---------- DATASET CONTENT ----------

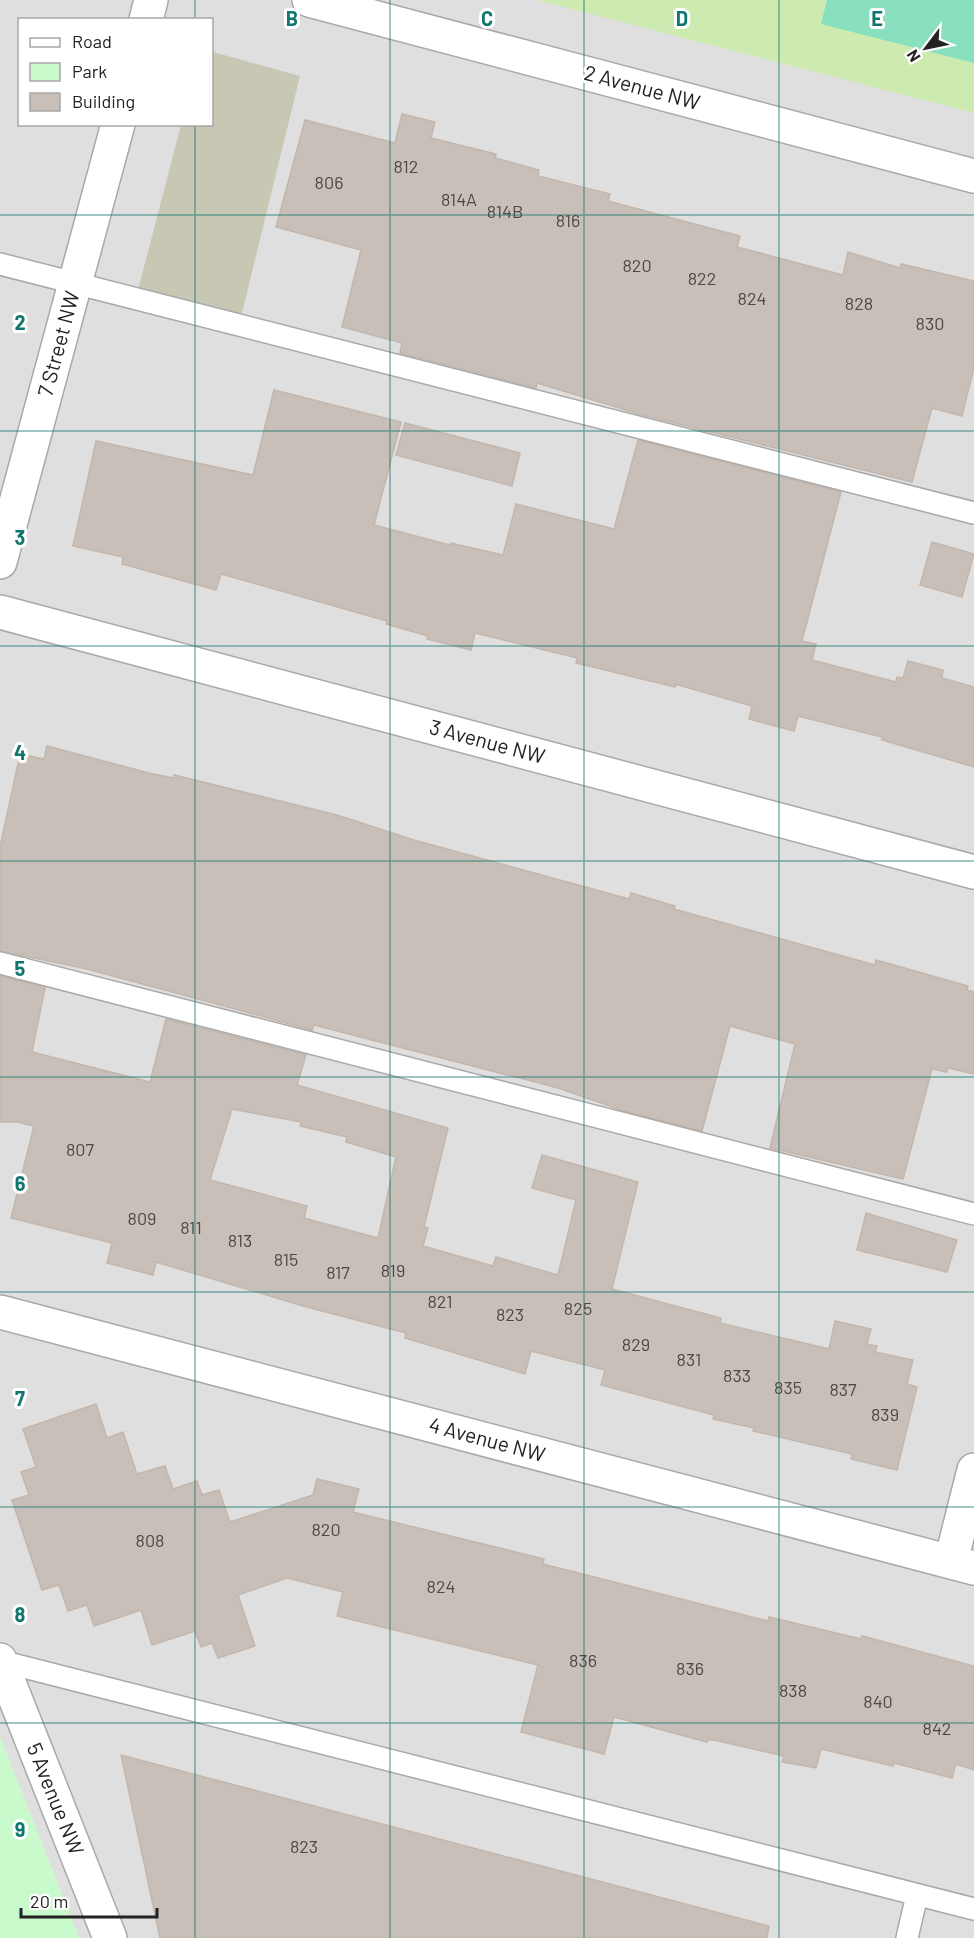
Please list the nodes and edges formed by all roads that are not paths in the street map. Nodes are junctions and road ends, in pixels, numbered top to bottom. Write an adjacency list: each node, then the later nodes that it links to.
1 (151, 0): 3 (street)
2 (309, 0): 5 (street, 2 Avenue NW)
3 (146, 18)
4 (117, 126): 7 (street, 7 Street NW)
5 (974, 176)
6 (0, 264): 7 (lane)
7 (75, 284): 8 (lane); 9 (street, 7 Street NW)
8 (974, 513)
9 (0, 562)
10 (0, 612): 11 (street, 3 Avenue NW)
11 (974, 872)
12 (0, 963): 13 (lane)
13 (974, 1214)
14 (0, 1312): 16 (street, 4 Avenue NW)
15 (974, 1470): 16 (street)
16 (962, 1564)
17 (0, 1661): 18 (lane); 20 (street, 5 Avenue NW)
18 (917, 1895): 19 (lane); 21 (lane)
19 (974, 1909)
20 (110, 1938)
21 (907, 1938)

----------

• YOUR OBJECTIVE: Write the records out again in full, exactly, and skip every picture.

• WRITTEN SOLUTION:
Please list the nodes and edges formed by all roads that are not paths in the street map. Nodes are junctions and road ends, in pixels, numbered top to bottom. Write an adjacency list: each node, then the later nodes that it links to.
1 (151, 0): 3 (street)
2 (309, 0): 5 (street, 2 Avenue NW)
3 (146, 18)
4 (117, 126): 7 (street, 7 Street NW)
5 (974, 176)
6 (0, 264): 7 (lane)
7 (75, 284): 8 (lane); 9 (street, 7 Street NW)
8 (974, 513)
9 (0, 562)
10 (0, 612): 11 (street, 3 Avenue NW)
11 (974, 872)
12 (0, 963): 13 (lane)
13 (974, 1214)
14 (0, 1312): 16 (street, 4 Avenue NW)
15 (974, 1470): 16 (street)
16 (962, 1564)
17 (0, 1661): 18 (lane); 20 (street, 5 Avenue NW)
18 (917, 1895): 19 (lane); 21 (lane)
19 (974, 1909)
20 (110, 1938)
21 (907, 1938)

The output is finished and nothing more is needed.